L Brands: 4 Reasons For Concern

L Brands Inc LB shares hit a new 52-week low, dropping more than 10 percent Thursday after cutting its FY17 EPS outlook, despite delivering a second-quarter earnings beat.

The specialty retailer also expects to third quarter earnings to come in below consensus estimates, 25–30 cents against a 36-cent estimate.

Wells Fargo analyst Ike Boruchow laid out four reasons for concern surrounding L Brands:

    1. Q3 guidance fell below Street due to a weaker comp outlook.
    2. Fiscal-year guidance was cut.
    3. International businesses remain challenged; sales down ex-China with profit down 78 percent.
    4. Victoria’s Secret strategies have simply not worked to this point, while its revised plan continues to assume nice improvement in fundamentals within the concept.

Related Links: Is It Time To Buy The Dip In L Brands?
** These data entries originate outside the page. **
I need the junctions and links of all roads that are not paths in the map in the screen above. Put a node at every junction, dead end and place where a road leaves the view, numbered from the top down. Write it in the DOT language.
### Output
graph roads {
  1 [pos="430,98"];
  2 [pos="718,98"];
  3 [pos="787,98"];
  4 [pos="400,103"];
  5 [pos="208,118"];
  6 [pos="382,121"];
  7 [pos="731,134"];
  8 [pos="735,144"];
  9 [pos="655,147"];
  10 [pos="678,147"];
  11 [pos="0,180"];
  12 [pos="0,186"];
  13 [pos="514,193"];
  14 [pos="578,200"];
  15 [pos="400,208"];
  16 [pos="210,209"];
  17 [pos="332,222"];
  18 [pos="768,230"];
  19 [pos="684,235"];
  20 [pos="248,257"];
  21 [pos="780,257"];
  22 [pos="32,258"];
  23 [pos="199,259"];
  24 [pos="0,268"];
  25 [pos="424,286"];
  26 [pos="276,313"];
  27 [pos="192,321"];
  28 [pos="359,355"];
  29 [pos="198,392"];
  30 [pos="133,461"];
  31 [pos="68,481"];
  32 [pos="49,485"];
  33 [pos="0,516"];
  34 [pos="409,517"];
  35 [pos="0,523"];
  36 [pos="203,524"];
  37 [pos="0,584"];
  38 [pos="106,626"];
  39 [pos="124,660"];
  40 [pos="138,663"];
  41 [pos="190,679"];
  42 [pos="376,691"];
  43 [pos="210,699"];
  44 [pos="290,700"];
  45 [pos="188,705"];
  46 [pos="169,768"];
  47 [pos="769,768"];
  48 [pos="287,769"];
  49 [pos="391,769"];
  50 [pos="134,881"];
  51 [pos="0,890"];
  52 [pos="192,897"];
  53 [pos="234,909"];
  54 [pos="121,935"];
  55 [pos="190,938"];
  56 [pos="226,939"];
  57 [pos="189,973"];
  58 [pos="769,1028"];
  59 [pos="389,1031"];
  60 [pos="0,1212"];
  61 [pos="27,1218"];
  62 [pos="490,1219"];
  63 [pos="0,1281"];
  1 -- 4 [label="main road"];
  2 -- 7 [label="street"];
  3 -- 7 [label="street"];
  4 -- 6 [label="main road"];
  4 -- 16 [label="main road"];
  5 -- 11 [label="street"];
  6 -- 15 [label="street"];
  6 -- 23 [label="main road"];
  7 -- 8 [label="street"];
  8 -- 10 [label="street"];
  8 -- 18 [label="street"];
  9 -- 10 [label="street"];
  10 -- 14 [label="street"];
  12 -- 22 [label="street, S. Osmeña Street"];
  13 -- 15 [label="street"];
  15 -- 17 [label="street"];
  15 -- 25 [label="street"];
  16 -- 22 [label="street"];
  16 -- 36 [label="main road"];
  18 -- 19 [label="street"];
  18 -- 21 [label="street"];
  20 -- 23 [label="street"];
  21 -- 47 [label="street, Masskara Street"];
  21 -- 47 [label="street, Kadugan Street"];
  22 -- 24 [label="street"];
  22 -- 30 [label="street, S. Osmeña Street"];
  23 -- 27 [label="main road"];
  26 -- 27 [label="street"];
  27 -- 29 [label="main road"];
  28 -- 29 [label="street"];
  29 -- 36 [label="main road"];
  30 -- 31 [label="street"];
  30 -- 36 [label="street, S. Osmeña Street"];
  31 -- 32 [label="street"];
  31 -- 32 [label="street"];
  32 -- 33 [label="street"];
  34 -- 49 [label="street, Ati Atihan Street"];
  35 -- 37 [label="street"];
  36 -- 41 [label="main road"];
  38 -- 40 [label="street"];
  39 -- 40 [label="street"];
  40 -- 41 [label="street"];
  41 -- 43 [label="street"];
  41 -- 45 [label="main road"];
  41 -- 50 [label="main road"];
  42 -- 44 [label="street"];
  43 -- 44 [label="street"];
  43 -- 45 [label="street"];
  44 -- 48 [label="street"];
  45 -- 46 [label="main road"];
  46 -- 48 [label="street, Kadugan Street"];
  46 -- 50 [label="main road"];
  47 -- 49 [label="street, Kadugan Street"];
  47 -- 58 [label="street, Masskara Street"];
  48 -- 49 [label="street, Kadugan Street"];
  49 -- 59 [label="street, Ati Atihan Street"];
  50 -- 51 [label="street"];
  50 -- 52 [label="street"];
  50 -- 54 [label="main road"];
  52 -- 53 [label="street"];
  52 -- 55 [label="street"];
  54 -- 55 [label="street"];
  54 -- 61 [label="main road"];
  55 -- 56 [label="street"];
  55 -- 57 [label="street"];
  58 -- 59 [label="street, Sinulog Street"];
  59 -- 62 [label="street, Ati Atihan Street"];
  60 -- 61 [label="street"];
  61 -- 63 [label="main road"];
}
Victoria's Secret continues to have significant challenges after posting a negative-14-percent comp in the second quarter. The weakness is “a result of persistently challenged store traffic and weakness in the core lingerie business,” said Boruchow.

Bath and Body Works remains a bright spot for the company, which saw a 6-percent comp increase.

“Though BBW appears to be solidly on track, we would wait for VS to prove that they can navigate their several internal and external headwinds,” he said.

Wells Fargo lowered its FY 2017 and 2018 estimates and price target from $50 to $45. The firm maintains a Market Perform rating.

At last check, shares of L Brands were down 10.27 percent at $35.49. _________ Image Credit: Used with permission.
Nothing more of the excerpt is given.